==== EXERCISE MATERIALS

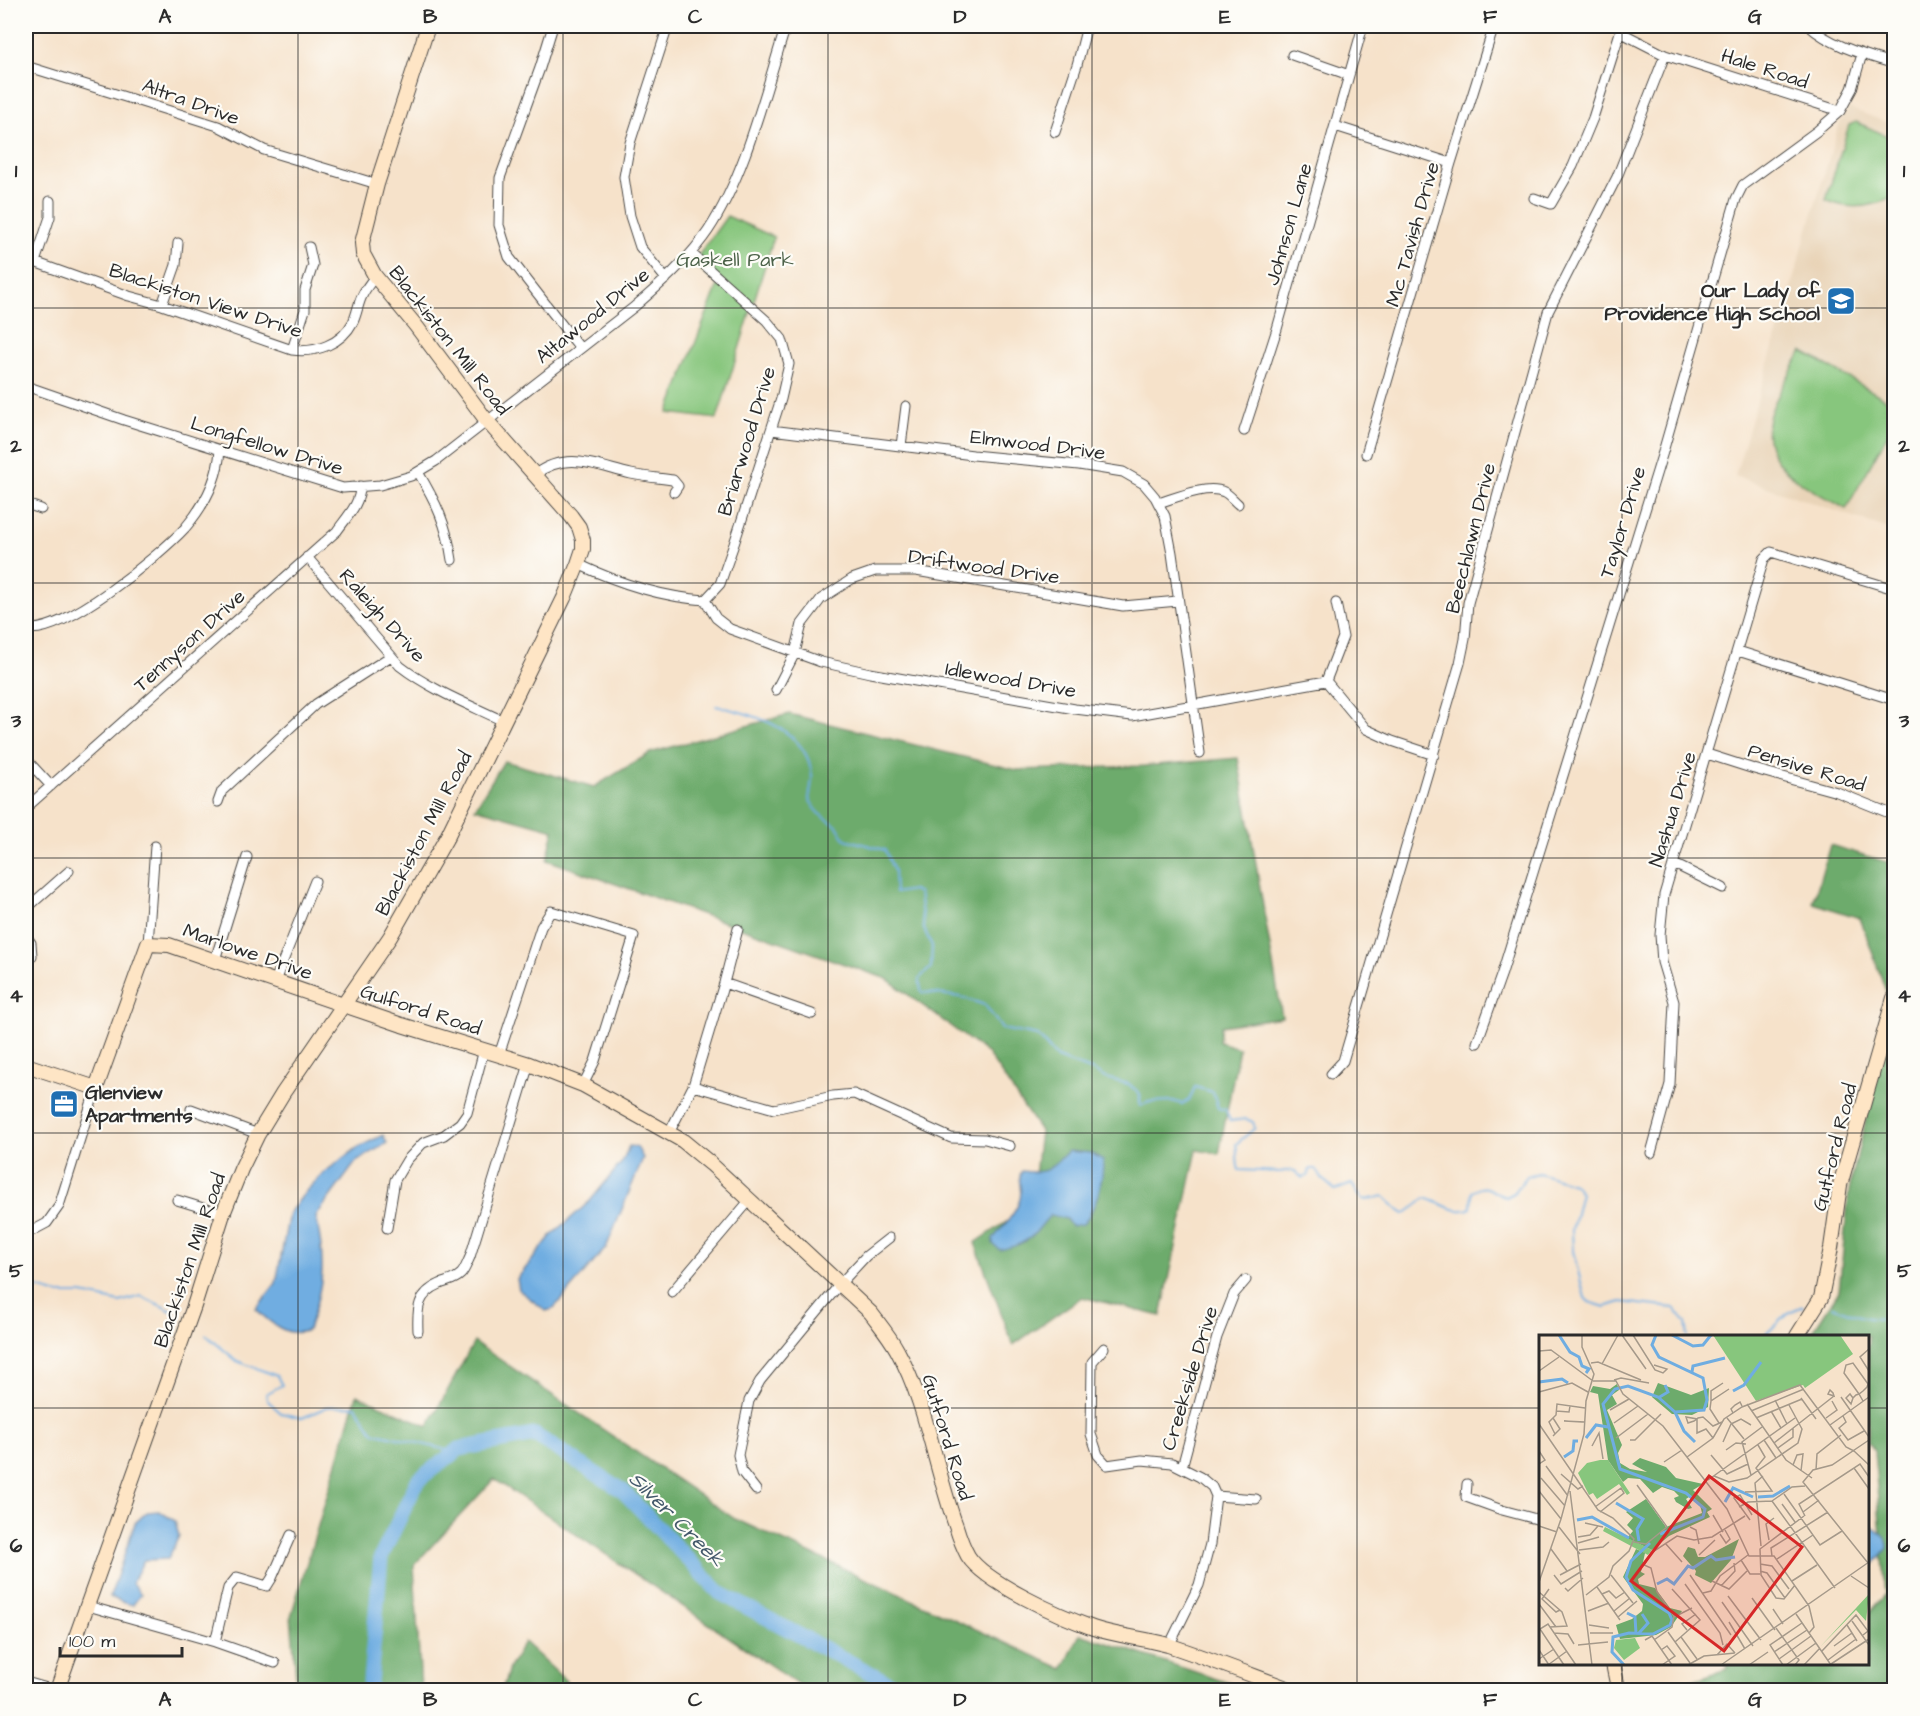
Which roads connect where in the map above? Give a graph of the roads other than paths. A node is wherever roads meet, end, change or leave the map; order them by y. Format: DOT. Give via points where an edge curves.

========
==== EXERCISE MATERIALS

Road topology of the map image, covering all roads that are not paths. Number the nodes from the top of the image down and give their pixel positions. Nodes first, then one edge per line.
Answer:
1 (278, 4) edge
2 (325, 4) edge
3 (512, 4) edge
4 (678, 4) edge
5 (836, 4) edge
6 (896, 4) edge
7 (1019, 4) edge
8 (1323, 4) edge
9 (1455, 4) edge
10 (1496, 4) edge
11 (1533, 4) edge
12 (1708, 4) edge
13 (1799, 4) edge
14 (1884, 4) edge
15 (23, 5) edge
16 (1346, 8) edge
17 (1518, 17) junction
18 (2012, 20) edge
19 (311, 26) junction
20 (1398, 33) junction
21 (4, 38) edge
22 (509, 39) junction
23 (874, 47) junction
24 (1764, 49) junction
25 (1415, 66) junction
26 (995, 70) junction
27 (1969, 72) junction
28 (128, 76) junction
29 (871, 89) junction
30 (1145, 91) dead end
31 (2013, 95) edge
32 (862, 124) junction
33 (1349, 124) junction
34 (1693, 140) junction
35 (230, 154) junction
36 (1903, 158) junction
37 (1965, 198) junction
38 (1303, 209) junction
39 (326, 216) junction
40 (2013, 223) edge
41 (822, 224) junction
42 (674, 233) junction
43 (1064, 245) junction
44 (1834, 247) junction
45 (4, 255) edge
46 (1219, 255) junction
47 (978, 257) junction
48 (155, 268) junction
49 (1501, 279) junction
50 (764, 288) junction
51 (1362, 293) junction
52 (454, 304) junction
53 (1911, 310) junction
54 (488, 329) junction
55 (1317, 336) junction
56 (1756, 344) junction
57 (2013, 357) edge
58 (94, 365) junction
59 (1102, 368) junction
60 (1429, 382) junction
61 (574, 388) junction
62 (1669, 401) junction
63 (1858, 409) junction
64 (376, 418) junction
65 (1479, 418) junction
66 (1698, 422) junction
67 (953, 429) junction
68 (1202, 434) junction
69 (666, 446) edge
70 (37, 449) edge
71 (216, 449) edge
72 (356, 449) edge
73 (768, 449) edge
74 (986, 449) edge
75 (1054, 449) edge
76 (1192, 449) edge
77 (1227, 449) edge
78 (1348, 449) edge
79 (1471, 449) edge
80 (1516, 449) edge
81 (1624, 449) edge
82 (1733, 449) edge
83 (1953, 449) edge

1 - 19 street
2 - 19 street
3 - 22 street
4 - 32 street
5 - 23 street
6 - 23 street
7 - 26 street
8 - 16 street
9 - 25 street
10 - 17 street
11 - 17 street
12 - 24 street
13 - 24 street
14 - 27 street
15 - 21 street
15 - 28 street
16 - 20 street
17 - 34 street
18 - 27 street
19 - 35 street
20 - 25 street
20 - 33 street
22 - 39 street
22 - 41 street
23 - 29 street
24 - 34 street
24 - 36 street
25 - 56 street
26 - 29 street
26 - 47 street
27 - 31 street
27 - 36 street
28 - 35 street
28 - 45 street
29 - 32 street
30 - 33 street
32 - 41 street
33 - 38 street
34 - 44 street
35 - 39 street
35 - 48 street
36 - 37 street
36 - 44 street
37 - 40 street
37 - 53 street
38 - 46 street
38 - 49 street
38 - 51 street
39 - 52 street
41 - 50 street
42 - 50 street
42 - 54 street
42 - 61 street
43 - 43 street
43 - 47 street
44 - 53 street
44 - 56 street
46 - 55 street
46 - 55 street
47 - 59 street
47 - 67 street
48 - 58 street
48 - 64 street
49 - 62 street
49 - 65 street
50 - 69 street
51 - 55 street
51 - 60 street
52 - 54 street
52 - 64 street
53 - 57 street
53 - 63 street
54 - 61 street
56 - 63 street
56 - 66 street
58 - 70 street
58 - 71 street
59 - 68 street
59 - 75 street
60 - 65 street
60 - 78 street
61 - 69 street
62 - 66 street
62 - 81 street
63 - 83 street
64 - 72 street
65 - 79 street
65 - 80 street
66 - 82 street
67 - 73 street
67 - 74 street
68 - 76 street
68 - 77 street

========

## WHAT IS REQUIRED
From the records above, work out how many lines contain the string "paths". Give only the number.

## RESULT FOR THIS EXERCISE
2